When the current bipartisan agreement was announced at the White House June 24, stocks of construction stalwarts jumped again. While the S&P 500 gained 1% for the session, Tutor Perini leaped 5.3%. MasTec gained 4.5%, while Fluor and Granite rose 3.6%. AECOM and Jacobs both closed around 2% higher.
The ACEC report on the direct impacts of infrastructure spending on AEC firms' financial results is among the first analysis to quantify top-line results for the sector stemming from the bipartisan proposal.
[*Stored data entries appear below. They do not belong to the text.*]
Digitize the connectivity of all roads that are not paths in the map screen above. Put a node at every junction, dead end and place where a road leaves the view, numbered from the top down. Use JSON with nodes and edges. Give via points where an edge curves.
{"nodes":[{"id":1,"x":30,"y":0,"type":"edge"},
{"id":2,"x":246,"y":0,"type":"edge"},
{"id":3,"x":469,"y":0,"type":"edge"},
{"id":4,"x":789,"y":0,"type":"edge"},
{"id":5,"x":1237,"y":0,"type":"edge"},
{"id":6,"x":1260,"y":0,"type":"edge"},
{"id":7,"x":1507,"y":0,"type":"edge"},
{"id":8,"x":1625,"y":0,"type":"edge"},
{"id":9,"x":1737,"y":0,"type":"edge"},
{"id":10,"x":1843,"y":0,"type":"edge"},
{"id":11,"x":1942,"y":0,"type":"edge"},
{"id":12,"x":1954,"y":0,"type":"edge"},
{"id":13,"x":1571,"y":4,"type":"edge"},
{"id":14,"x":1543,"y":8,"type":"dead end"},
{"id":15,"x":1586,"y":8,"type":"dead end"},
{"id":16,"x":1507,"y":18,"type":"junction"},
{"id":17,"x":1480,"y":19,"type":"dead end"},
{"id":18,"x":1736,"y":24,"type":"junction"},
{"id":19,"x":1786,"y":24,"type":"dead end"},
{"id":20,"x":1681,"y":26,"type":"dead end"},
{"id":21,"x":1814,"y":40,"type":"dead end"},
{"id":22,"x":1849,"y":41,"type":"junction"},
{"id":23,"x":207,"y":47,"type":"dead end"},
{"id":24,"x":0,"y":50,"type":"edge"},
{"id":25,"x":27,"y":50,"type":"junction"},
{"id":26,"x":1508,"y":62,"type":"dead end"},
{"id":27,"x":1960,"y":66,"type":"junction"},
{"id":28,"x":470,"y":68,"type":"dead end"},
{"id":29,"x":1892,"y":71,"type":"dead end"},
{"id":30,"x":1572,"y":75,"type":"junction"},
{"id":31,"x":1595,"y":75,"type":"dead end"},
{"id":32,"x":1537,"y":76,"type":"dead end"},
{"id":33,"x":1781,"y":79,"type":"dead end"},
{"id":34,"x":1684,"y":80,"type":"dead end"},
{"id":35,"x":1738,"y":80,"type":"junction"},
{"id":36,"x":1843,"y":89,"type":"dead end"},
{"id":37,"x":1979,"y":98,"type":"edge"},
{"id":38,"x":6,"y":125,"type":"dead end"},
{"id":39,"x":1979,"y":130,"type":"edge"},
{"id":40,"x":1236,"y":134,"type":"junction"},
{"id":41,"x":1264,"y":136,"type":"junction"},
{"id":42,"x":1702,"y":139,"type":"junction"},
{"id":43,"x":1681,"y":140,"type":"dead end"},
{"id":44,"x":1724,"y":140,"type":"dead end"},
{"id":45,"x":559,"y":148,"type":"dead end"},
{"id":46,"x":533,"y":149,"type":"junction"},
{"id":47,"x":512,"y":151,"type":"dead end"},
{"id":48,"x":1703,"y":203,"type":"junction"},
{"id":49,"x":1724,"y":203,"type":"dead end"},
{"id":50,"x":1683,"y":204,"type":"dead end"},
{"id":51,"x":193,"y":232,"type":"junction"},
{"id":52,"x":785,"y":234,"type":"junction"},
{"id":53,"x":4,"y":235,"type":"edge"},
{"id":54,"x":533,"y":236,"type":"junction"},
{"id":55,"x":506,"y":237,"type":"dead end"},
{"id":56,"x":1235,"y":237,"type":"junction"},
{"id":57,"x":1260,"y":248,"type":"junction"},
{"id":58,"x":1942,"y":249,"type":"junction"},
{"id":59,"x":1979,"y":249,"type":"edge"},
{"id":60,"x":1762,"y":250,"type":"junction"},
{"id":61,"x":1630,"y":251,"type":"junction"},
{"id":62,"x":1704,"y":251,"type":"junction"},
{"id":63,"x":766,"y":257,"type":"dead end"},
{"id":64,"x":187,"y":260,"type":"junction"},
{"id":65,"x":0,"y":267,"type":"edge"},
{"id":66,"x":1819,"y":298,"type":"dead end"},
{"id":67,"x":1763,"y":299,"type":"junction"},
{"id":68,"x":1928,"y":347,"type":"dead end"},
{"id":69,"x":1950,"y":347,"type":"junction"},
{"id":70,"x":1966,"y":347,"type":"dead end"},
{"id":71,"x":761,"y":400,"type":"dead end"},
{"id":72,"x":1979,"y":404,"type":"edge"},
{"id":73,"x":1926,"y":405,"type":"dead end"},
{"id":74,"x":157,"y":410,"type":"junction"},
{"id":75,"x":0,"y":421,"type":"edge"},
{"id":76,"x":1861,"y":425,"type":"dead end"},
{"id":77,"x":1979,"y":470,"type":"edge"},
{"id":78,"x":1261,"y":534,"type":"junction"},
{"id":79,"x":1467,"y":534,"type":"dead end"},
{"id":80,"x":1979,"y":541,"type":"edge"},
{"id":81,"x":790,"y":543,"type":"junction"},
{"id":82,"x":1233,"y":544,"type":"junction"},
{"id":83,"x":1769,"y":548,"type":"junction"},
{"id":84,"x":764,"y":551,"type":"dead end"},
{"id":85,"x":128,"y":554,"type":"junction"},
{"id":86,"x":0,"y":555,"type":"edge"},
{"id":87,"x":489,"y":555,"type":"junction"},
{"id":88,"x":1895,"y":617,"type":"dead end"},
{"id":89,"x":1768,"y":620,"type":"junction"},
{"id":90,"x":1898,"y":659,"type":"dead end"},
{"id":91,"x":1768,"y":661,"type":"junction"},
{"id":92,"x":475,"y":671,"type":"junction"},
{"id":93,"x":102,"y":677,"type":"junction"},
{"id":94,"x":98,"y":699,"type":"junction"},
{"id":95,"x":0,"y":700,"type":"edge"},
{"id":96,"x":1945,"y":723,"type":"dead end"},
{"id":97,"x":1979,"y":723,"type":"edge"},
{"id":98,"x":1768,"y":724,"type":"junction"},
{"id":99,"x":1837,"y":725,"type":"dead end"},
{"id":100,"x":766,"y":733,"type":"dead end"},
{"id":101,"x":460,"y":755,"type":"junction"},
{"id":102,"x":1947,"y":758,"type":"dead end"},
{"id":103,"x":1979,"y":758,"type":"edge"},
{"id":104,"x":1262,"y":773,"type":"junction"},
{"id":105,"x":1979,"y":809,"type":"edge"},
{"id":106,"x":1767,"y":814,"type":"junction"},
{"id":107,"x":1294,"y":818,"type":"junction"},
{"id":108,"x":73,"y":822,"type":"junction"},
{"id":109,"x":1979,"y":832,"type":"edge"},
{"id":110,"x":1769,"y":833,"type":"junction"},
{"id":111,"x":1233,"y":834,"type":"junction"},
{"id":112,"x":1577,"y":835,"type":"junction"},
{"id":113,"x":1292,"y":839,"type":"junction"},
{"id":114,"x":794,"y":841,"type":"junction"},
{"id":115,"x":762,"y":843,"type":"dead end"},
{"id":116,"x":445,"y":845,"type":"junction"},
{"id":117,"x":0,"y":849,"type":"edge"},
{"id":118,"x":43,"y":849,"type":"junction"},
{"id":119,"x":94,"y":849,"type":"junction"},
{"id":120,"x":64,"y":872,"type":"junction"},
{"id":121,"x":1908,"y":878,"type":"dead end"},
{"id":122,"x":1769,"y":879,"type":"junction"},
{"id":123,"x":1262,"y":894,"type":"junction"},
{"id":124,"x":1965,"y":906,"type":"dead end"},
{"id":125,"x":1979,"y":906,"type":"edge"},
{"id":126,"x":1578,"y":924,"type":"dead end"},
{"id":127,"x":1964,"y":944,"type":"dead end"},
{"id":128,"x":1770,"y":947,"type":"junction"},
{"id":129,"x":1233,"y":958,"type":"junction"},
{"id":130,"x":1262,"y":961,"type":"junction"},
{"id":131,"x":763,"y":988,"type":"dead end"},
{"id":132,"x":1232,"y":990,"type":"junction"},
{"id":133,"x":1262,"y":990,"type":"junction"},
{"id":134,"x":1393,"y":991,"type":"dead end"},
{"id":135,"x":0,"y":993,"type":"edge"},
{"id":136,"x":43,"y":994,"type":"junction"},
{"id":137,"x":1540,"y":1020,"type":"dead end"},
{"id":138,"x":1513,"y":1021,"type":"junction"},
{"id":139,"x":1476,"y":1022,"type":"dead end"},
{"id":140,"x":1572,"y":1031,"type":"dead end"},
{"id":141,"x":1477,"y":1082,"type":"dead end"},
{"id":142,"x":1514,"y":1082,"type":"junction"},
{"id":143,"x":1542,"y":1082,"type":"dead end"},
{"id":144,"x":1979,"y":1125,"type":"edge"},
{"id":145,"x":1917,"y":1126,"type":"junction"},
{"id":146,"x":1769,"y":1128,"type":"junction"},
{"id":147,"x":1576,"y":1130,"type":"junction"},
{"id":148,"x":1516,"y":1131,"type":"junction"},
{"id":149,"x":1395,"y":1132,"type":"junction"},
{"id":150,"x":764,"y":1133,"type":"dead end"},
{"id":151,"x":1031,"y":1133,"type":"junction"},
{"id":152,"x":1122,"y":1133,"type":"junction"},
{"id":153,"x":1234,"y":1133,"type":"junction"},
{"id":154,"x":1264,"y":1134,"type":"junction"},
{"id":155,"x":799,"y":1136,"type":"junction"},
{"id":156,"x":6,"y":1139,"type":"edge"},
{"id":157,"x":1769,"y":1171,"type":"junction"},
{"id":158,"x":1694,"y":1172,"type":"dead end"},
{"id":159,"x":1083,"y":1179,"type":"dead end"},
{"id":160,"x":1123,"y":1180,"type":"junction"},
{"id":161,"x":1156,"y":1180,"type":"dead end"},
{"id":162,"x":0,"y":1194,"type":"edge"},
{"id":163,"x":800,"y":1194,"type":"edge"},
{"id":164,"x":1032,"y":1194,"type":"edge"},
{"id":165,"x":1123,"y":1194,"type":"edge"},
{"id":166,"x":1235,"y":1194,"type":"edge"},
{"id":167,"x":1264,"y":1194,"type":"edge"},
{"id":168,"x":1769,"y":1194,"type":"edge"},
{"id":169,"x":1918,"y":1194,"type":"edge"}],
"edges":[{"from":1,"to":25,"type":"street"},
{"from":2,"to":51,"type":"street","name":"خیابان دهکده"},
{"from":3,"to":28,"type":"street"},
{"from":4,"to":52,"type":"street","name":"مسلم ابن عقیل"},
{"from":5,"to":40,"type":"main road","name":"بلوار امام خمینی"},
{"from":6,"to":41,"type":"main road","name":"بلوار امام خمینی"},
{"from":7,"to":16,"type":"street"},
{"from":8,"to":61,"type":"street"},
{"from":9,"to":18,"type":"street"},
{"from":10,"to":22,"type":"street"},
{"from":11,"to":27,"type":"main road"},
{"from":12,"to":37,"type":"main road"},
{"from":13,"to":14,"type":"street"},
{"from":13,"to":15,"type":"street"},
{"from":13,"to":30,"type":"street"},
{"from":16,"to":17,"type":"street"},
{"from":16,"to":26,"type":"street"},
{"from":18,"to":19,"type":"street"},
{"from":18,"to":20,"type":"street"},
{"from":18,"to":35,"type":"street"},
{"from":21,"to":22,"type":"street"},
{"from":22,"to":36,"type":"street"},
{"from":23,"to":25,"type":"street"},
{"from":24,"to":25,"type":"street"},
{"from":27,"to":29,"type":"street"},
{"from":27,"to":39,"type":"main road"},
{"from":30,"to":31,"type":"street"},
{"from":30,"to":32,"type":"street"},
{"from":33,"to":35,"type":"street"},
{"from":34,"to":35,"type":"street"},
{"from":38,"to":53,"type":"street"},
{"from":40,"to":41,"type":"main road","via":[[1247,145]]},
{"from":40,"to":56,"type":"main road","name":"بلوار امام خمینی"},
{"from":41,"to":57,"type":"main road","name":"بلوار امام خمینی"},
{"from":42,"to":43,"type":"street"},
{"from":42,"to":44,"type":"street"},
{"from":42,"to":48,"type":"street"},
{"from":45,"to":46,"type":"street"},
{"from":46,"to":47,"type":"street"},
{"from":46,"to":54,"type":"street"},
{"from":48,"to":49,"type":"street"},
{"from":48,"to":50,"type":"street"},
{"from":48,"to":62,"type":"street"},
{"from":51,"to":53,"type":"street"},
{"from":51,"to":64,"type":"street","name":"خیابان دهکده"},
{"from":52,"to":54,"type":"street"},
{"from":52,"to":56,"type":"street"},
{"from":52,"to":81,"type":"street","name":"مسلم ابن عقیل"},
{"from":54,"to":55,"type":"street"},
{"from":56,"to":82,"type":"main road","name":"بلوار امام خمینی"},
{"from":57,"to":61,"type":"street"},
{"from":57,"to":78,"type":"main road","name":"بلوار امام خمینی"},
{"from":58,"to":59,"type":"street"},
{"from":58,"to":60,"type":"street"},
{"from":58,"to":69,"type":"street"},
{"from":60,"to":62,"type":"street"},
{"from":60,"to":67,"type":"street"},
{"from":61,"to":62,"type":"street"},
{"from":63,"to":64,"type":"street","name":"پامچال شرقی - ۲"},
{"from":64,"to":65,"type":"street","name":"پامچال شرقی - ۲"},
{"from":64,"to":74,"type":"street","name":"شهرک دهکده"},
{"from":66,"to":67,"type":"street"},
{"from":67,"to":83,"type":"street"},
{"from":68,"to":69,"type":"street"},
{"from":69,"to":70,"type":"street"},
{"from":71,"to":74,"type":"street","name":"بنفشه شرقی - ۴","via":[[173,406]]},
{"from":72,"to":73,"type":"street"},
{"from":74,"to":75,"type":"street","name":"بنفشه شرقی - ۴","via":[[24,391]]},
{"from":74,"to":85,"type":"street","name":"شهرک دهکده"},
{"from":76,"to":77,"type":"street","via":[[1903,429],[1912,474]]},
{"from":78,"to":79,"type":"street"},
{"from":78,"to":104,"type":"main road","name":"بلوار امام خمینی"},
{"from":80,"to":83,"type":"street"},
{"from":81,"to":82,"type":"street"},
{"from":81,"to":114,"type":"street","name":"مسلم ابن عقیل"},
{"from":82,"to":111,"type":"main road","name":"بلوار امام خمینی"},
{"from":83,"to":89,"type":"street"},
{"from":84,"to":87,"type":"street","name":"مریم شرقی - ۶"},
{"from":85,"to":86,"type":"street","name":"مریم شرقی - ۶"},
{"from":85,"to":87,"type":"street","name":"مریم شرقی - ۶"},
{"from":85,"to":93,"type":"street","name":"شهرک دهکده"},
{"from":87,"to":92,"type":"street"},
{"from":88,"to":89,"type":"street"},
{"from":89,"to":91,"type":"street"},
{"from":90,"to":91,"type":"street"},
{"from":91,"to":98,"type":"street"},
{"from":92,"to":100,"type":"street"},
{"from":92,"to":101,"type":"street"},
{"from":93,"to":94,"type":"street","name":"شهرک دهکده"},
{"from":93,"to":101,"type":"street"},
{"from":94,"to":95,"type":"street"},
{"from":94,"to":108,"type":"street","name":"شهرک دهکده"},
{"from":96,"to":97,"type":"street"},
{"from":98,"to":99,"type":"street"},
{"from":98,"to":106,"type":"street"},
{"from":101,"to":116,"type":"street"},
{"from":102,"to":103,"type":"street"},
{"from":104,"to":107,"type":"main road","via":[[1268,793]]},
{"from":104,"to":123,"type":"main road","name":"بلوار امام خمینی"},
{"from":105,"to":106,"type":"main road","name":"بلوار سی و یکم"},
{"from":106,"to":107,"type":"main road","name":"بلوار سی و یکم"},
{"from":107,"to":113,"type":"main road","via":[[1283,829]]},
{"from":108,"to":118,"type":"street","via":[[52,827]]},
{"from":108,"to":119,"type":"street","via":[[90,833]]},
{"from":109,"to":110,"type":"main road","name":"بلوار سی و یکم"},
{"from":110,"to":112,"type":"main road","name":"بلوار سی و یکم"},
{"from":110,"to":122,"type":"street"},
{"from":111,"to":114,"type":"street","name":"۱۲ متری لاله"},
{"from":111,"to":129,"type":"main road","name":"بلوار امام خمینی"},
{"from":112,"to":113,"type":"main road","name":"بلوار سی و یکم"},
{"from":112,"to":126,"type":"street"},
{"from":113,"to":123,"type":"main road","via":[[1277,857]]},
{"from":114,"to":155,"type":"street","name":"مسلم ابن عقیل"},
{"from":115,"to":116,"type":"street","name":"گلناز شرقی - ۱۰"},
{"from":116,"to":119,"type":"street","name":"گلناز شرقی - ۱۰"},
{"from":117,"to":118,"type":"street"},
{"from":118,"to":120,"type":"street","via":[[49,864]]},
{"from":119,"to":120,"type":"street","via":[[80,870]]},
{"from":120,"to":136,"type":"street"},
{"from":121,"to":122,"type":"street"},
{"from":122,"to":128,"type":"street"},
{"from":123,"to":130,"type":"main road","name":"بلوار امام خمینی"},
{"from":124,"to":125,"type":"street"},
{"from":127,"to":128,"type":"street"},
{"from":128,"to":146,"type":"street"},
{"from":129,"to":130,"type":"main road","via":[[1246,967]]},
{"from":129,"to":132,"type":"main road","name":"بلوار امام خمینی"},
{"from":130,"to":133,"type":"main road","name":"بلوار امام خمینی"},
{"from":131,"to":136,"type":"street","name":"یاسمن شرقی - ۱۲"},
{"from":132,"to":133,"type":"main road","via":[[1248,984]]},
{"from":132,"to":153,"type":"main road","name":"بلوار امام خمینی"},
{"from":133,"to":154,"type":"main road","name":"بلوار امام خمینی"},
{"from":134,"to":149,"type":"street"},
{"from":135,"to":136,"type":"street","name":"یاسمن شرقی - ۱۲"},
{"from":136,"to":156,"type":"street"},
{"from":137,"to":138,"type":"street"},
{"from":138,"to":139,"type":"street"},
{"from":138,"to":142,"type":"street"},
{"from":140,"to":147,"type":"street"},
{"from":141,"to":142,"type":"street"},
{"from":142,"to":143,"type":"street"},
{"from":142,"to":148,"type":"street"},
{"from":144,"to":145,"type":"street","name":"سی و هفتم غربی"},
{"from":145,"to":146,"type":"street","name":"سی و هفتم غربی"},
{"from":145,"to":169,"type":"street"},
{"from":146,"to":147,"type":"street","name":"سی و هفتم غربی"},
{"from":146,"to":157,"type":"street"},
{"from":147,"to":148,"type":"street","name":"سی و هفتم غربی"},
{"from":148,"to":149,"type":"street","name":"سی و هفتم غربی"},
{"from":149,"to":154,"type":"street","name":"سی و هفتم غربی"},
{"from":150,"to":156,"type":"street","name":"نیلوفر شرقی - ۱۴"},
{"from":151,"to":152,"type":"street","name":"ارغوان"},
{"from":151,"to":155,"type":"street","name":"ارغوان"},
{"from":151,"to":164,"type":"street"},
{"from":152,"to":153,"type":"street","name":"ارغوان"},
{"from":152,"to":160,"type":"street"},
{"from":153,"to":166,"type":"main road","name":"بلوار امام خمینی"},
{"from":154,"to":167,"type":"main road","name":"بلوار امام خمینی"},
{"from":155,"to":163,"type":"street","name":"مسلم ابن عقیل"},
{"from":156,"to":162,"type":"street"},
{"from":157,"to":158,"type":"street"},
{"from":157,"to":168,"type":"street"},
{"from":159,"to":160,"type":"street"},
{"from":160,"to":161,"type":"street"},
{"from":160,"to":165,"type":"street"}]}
Proposals will pump new money and jobs into AEC firms
Increased Jobs | Increased Wages | Increased Sales | |
---|---|---|---|
American Jobs Plan | 121K | $91B | $185B |
GOP Plan | 30k | $22B | $46B |
Bipartisan Plan | 82K | $62B | $126B |
SOURCE: American Council of Engineering Companies
While it didn't characterize a potential increase in the corporate tax rate as a positive for companies, it did place it in context of the increased economic benefits firms would likely enjoy.
"Raising the corporate tax rate will have a relatively small impact on A/E output," the report stated. "However, we expect the impact to bottom-line profits would be more severe."
That perspective was in line with an emerging consensus among construction industry executives that in order to benefit from new infrastructure spending, some new taxes may need to be stomached.
During a recent Ernst & Young webinar comparing earlier infrastructure proposals, two-thirds of the 1,600 participants responded to a polling question that they were now open to taking on some additional tax burden in order to get an infrastructure deal passed.
The ACEC report also compared numbers for President Joe Biden's original, $2.3 trillion American Jobs Plan proposal, announced in March, as well as Republicans' initial $568 billion counter proposal that came in April.
It concluded that the bipartisan proposal would lead to an immediate, $6 billion rise in architecture and engineering services output, compared to $8 billion from the American Jobs plan and $2 billion from the Republican proposal.
It also found that the Republican plan would lead to just a 2% average annual increase in architecture and engineering services over six years, compared to the American Jobs Plan's 8% boost, and a 6% annual increase for the bipartisan plan.
The bipartisan proposal would increase annual output by AEC firms from $352 billion in 2021 to $416 billion by 2026, according to the report. That would be $9 billion less than the president's original proposal, but $13 billion more than the Republican plan.
"The historic levels of investment in the bipartisan agreement will unleash the talent and ingenuity of America's engineering industry to transform our built environment in ways that will benefit the nation for years to come," Darr said.